Hayes, Paul Stuart. "Introduction." The Theatrical Sherlock Holmes. Hidden Tiger [Lulu.com], 2012. 8. https://books.google.com/books?id=Z6ARBAAAQBAJ&pg=PA56
"Elementary my dear fellow! Elementary!"
Gillette, William. Sherlock Holmes: a play, wherein is set forth the strange case of Miss Alice Faulkner. Doubleday, Doran & Co., 1935.
https://books.google.com/books?id=--4EAQAAIAAJ&q=%22Elementary,+my+dear+fellow%22
"William Gillette as Sherlock Holmes (audio + video)" https://youtu.be/AklHzlu0KCc?t=2m20s [1936 audio of Gillette saying "Elementary my dear fellow!

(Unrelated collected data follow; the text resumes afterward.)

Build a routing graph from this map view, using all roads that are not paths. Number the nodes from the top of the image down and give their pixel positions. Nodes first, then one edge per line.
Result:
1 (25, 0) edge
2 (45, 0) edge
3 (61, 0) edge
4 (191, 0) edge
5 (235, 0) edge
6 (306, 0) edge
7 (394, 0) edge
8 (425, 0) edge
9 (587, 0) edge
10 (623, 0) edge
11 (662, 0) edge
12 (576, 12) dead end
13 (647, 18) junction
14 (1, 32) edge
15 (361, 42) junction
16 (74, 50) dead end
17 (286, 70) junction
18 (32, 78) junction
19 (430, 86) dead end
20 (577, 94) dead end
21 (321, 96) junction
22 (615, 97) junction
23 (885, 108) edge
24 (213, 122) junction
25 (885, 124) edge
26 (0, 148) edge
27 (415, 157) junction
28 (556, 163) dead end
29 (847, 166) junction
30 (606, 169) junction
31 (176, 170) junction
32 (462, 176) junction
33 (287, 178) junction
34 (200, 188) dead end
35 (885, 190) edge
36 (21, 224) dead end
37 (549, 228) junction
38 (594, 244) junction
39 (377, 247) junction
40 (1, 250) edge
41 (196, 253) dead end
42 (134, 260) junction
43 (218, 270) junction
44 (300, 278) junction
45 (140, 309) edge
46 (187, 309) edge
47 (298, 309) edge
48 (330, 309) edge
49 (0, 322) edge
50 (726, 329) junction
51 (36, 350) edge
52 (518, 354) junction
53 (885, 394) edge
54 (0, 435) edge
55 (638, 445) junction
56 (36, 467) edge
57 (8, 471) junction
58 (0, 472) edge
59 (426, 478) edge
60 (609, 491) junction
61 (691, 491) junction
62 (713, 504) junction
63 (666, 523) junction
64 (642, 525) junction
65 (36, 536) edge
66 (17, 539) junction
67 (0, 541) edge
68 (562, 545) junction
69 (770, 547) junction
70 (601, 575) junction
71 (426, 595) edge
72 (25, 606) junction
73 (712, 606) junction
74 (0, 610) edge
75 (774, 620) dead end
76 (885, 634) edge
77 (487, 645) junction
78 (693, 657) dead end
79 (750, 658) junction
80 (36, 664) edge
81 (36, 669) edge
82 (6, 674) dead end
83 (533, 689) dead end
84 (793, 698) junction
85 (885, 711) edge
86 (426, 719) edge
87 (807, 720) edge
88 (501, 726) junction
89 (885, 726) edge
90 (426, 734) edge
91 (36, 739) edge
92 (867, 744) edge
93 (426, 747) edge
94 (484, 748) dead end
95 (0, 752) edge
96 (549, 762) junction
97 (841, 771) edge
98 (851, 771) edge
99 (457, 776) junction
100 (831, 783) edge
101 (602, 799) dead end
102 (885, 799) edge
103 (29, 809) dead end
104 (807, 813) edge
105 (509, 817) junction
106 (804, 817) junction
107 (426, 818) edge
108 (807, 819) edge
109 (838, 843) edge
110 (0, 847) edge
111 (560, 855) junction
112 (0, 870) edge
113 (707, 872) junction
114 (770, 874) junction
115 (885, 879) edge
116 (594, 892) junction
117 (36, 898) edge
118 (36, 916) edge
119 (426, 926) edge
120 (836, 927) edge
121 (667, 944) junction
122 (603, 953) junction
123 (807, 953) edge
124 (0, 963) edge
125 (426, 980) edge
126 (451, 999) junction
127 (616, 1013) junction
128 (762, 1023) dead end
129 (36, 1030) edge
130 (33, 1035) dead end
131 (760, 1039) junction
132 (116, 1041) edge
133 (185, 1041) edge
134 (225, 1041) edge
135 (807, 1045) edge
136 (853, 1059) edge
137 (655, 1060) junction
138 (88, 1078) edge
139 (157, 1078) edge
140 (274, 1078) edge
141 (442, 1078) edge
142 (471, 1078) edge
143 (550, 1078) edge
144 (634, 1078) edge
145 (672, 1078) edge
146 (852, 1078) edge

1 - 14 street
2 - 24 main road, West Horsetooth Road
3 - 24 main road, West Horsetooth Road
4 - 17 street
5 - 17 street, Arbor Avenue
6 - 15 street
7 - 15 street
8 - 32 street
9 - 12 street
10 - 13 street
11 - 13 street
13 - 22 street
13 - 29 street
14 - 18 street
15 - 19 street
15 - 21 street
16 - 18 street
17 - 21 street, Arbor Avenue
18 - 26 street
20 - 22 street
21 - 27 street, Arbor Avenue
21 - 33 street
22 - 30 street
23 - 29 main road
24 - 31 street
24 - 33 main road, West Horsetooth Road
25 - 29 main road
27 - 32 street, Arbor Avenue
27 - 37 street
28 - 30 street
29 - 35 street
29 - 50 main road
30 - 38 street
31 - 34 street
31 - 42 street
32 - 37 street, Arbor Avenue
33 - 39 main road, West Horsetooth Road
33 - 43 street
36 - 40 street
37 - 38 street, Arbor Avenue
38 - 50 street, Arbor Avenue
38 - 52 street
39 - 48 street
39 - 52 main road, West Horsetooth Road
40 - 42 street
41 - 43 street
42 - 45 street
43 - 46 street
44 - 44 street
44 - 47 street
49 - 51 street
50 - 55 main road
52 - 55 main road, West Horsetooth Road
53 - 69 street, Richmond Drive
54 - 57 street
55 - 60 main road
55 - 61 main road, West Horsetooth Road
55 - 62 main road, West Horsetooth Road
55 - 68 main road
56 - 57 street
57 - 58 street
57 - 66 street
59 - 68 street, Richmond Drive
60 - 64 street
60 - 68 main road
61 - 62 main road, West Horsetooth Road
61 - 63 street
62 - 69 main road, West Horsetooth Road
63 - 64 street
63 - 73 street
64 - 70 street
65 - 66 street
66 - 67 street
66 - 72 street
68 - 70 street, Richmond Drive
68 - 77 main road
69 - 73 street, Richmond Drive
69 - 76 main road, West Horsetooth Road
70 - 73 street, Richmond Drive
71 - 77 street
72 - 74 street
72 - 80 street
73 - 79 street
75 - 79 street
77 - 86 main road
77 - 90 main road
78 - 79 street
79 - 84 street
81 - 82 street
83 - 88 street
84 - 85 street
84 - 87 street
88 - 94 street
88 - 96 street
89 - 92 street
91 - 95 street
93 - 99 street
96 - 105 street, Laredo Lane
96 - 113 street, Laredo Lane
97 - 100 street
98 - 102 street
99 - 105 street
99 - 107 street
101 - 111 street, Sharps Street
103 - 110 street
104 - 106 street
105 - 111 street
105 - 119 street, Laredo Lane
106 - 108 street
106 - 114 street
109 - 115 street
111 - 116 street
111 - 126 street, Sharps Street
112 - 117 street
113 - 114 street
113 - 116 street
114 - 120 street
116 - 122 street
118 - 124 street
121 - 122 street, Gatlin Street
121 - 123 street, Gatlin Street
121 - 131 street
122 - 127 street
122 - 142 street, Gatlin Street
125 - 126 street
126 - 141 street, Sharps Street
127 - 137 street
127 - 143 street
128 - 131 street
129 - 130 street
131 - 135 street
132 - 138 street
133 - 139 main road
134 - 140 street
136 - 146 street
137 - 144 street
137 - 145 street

Elementary!"; video of Gillette from 1916 film]
It would be nice to find evidence of Gillette using the line in his 1899 play, perhaps from a review.
Though not Sherlock Holmes, this is curious:
"All of this is quite elementary, my dear 'Fellow of the Chemical Society.'"
Luis. "Letters to the Editor: The Natural Forces." English Mechanic and World of Science 58(1487). September 22, 1893. 108. https://books.google.com/books?id=X0ZCAQAAMAAJ&pg=PA108&dq=%22elementary+my+dear%22
By September 22, 1893 there had been two Sherlock Holmes novels and twenty-one or twenty-two stories. I'm not sure if there was a Sherlock Holmes play predating September 1893 which the above letter might have been riffing; one by Charles Rogers is variously reported to be from 1892, 1893, or 1894. Or perhaps the phrase could have appeared in the caption to one of the illustrations of Sherlock Holmes stories in The Strand - but if so, one would expect fans to have noted that long ago. Is the use of "elementary my dear fellow" in 1893 when Sherlock Holmes' popularity was growing simply a coincidence? Or was the phrase in some form potentially somehow a cliche even before Sherlock Holmes was created in 1887?